- INSTRUCTIONS FOR THE TASK
Would you copy the entries that follow exactly, leaving out every picture?
***** PROVIDED RECORDS
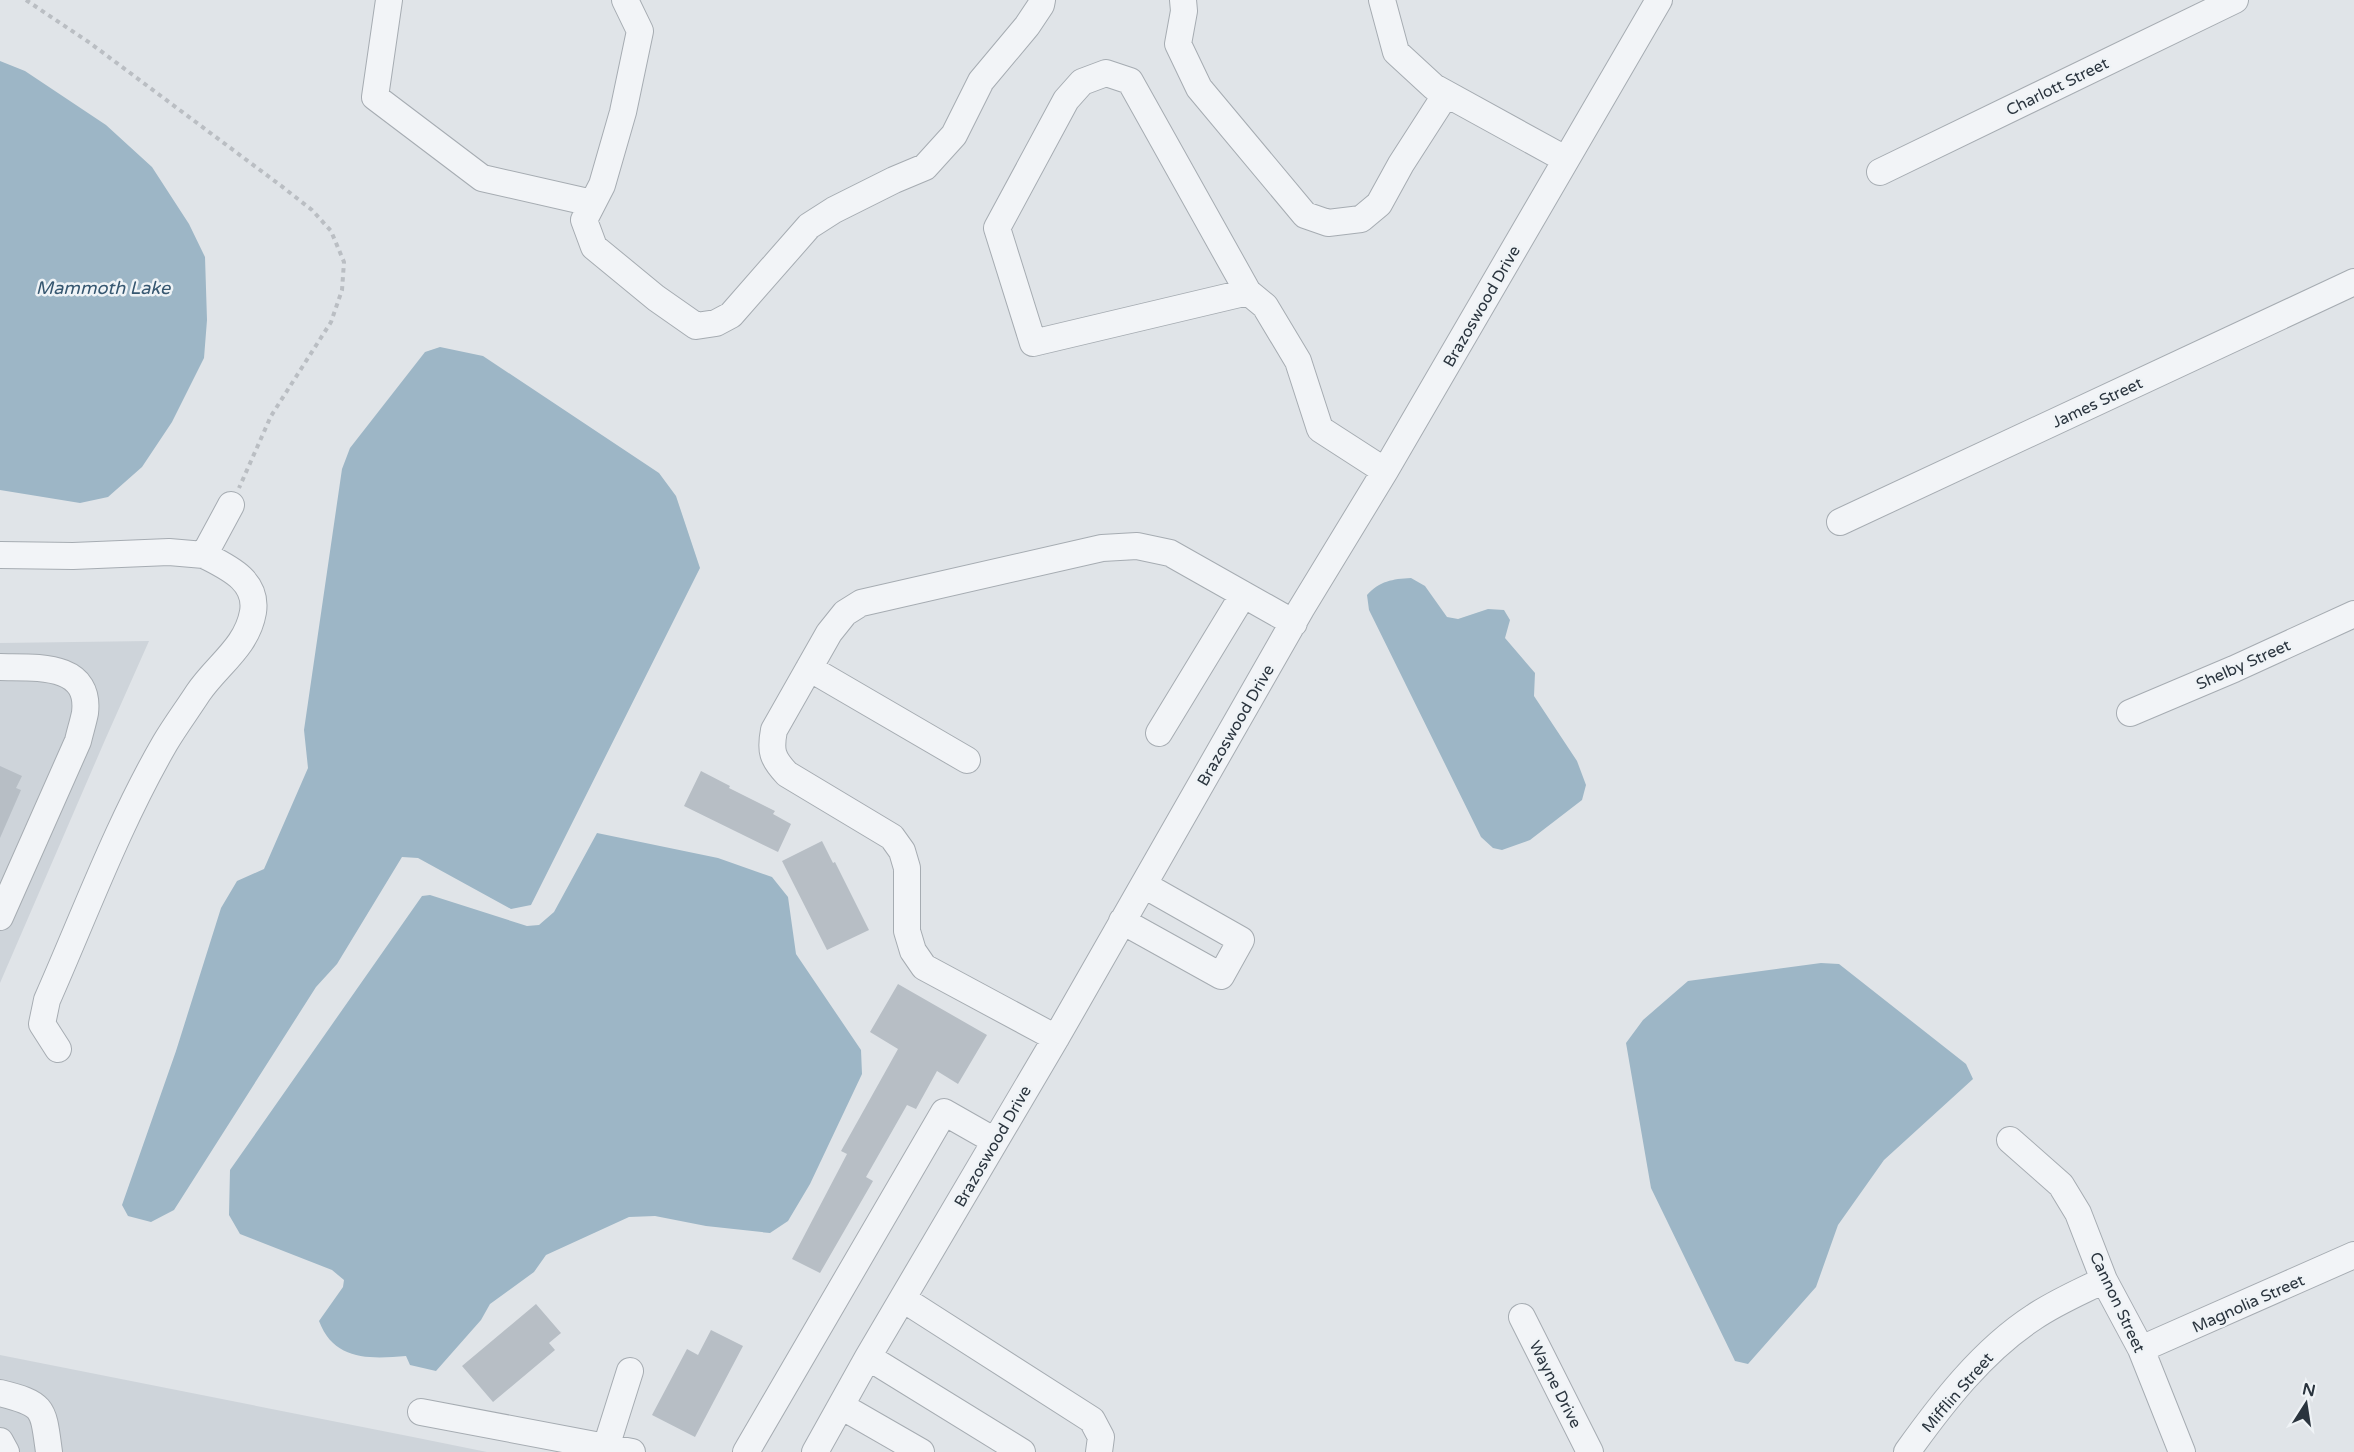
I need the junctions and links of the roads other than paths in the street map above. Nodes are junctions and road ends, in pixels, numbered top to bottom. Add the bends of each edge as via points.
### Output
1 (388, 0) edge
2 (625, 0) edge
3 (1042, 0) edge
4 (1183, 0) edge
5 (1382, 0) edge
6 (1659, 0) edge
7 (2235, 0) edge
8 (1446, 93) junction
9 (1565, 159) junction
10 (1880, 172) dead end
11 (592, 203) junction
12 (2354, 282) edge
13 (1248, 292) junction
14 (1385, 471) junction
15 (231, 505) road end
16 (1840, 522) dead end
17 (0, 555) edge
18 (204, 555) junction
19 (1243, 595) junction
20 (2354, 614) edge
21 (1294, 623) junction
22 (0, 667) edge
23 (809, 668) junction
24 (2130, 713) dead end
25 (1159, 733) dead end
26 (967, 760) dead end
27 (1144, 885) junction
28 (0, 917) edge
29 (1122, 921) junction
30 (1056, 1038) junction
31 (58, 1049) dead end
32 (2010, 1140) dead end
33 (995, 1141) junction
34 (2354, 1255) edge
35 (2104, 1280) junction
36 (903, 1299) junction
37 (1522, 1317) dead end
38 (2141, 1349) junction
39 (868, 1357) junction
40 (630, 1371) dead end
41 (0, 1394) edge
42 (841, 1406) junction
43 (420, 1412) dead end
44 (0, 1441) edge
45 (606, 1447) junction
46 (6, 1452) edge
47 (50, 1452) edge
48 (632, 1452) edge
49 (746, 1452) edge
50 (815, 1452) edge
51 (921, 1452) edge
52 (1022, 1452) edge
53 (1099, 1452) edge
54 (1590, 1452) edge
55 (1907, 1452) edge
56 (2182, 1452) edge

1 - 11 street via 375,97 482,178
2 - 11 street via 640,31 623,112 602,185
3 - 11 street via 1027,26 981,81 954,135 925,167 809,226 731,315 716,323 696,326 594,247 584,220
4 - 8 street via 1178,44 1199,88 1305,215 1328,224 1361,219 1379,204
5 - 8 street via 1396,52
6 - 9 street, Brazoswood Drive
7 - 10 street, Charlott Street
8 - 9 street
9 - 14 street, Brazoswood Drive
12 - 16 street, James Street
13 - 13 street via 1033,343 997,228 1066,100 1082,82 1106,73 1130,81
13 - 14 street via 1265,306 1298,361 1320,429
14 - 21 street, Brazoswood Drive
15 - 18 street
17 - 18 street
18 - 31 street via 237,573 251,590 254,610 246,636 200,690 165,742 113,847 47,1000 42,1024
19 - 21 street
19 - 23 street via 1170,553 1137,546 1102,548 861,603 845,613 828,633
19 - 25 street
20 - 24 street, Shelby Street
21 - 27 street, Brazoswood Drive
22 - 28 street via 47,668 69,674 82,689 85,711 78,741
23 - 26 street
23 - 30 street via 774,730 771,745 775,761 787,774 892,837 907,868 907,932 924,967
27 - 29 street, Brazoswood Drive
27 - 29 street via 1240,940 1221,976
29 - 30 street, Brazoswood Drive
30 - 33 street, Brazoswood Drive
32 - 35 street, Cannon Street via 2061,1185 2078,1213
33 - 36 street, Brazoswood Drive
33 - 49 street via 944,1112
34 - 38 street, Magnolia Street
35 - 38 street, Cannon Street
35 - 55 street, Mifflin Street via 2033,1317 1999,1344 1969,1374
36 - 39 street, Brazoswood Drive
36 - 53 street via 1092,1420 1101,1437
37 - 54 street, Wayne Drive
38 - 56 street, Cannon Street
39 - 42 street, Brazoswood Drive
39 - 52 street
40 - 45 street
41 - 47 street via 27,1400 38,1407
42 - 50 street, Brazoswood Drive
42 - 51 street
43 - 45 street
44 - 46 street
45 - 48 street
**********
- SOLUTION FOR THIS PROBLEM
I need the junctions and links of the roads other than paths in the street map above. Nodes are junctions and road ends, in pixels, numbered top to bottom. Add the bends of each edge as via points.
### Output
1 (388, 0) edge
2 (625, 0) edge
3 (1042, 0) edge
4 (1183, 0) edge
5 (1382, 0) edge
6 (1659, 0) edge
7 (2235, 0) edge
8 (1446, 93) junction
9 (1565, 159) junction
10 (1880, 172) dead end
11 (592, 203) junction
12 (2354, 282) edge
13 (1248, 292) junction
14 (1385, 471) junction
15 (231, 505) road end
16 (1840, 522) dead end
17 (0, 555) edge
18 (204, 555) junction
19 (1243, 595) junction
20 (2354, 614) edge
21 (1294, 623) junction
22 (0, 667) edge
23 (809, 668) junction
24 (2130, 713) dead end
25 (1159, 733) dead end
26 (967, 760) dead end
27 (1144, 885) junction
28 (0, 917) edge
29 (1122, 921) junction
30 (1056, 1038) junction
31 (58, 1049) dead end
32 (2010, 1140) dead end
33 (995, 1141) junction
34 (2354, 1255) edge
35 (2104, 1280) junction
36 (903, 1299) junction
37 (1522, 1317) dead end
38 (2141, 1349) junction
39 (868, 1357) junction
40 (630, 1371) dead end
41 (0, 1394) edge
42 (841, 1406) junction
43 (420, 1412) dead end
44 (0, 1441) edge
45 (606, 1447) junction
46 (6, 1452) edge
47 (50, 1452) edge
48 (632, 1452) edge
49 (746, 1452) edge
50 (815, 1452) edge
51 (921, 1452) edge
52 (1022, 1452) edge
53 (1099, 1452) edge
54 (1590, 1452) edge
55 (1907, 1452) edge
56 (2182, 1452) edge

1 - 11 street via 375,97 482,178
2 - 11 street via 640,31 623,112 602,185
3 - 11 street via 1027,26 981,81 954,135 925,167 809,226 731,315 716,323 696,326 594,247 584,220
4 - 8 street via 1178,44 1199,88 1305,215 1328,224 1361,219 1379,204
5 - 8 street via 1396,52
6 - 9 street, Brazoswood Drive
7 - 10 street, Charlott Street
8 - 9 street
9 - 14 street, Brazoswood Drive
12 - 16 street, James Street
13 - 13 street via 1033,343 997,228 1066,100 1082,82 1106,73 1130,81
13 - 14 street via 1265,306 1298,361 1320,429
14 - 21 street, Brazoswood Drive
15 - 18 street
17 - 18 street
18 - 31 street via 237,573 251,590 254,610 246,636 200,690 165,742 113,847 47,1000 42,1024
19 - 21 street
19 - 23 street via 1170,553 1137,546 1102,548 861,603 845,613 828,633
19 - 25 street
20 - 24 street, Shelby Street
21 - 27 street, Brazoswood Drive
22 - 28 street via 47,668 69,674 82,689 85,711 78,741
23 - 26 street
23 - 30 street via 774,730 771,745 775,761 787,774 892,837 907,868 907,932 924,967
27 - 29 street, Brazoswood Drive
27 - 29 street via 1240,940 1221,976
29 - 30 street, Brazoswood Drive
30 - 33 street, Brazoswood Drive
32 - 35 street, Cannon Street via 2061,1185 2078,1213
33 - 36 street, Brazoswood Drive
33 - 49 street via 944,1112
34 - 38 street, Magnolia Street
35 - 38 street, Cannon Street
35 - 55 street, Mifflin Street via 2033,1317 1999,1344 1969,1374
36 - 39 street, Brazoswood Drive
36 - 53 street via 1092,1420 1101,1437
37 - 54 street, Wayne Drive
38 - 56 street, Cannon Street
39 - 42 street, Brazoswood Drive
39 - 52 street
40 - 45 street
41 - 47 street via 27,1400 38,1407
42 - 50 street, Brazoswood Drive
42 - 51 street
43 - 45 street
44 - 46 street
45 - 48 street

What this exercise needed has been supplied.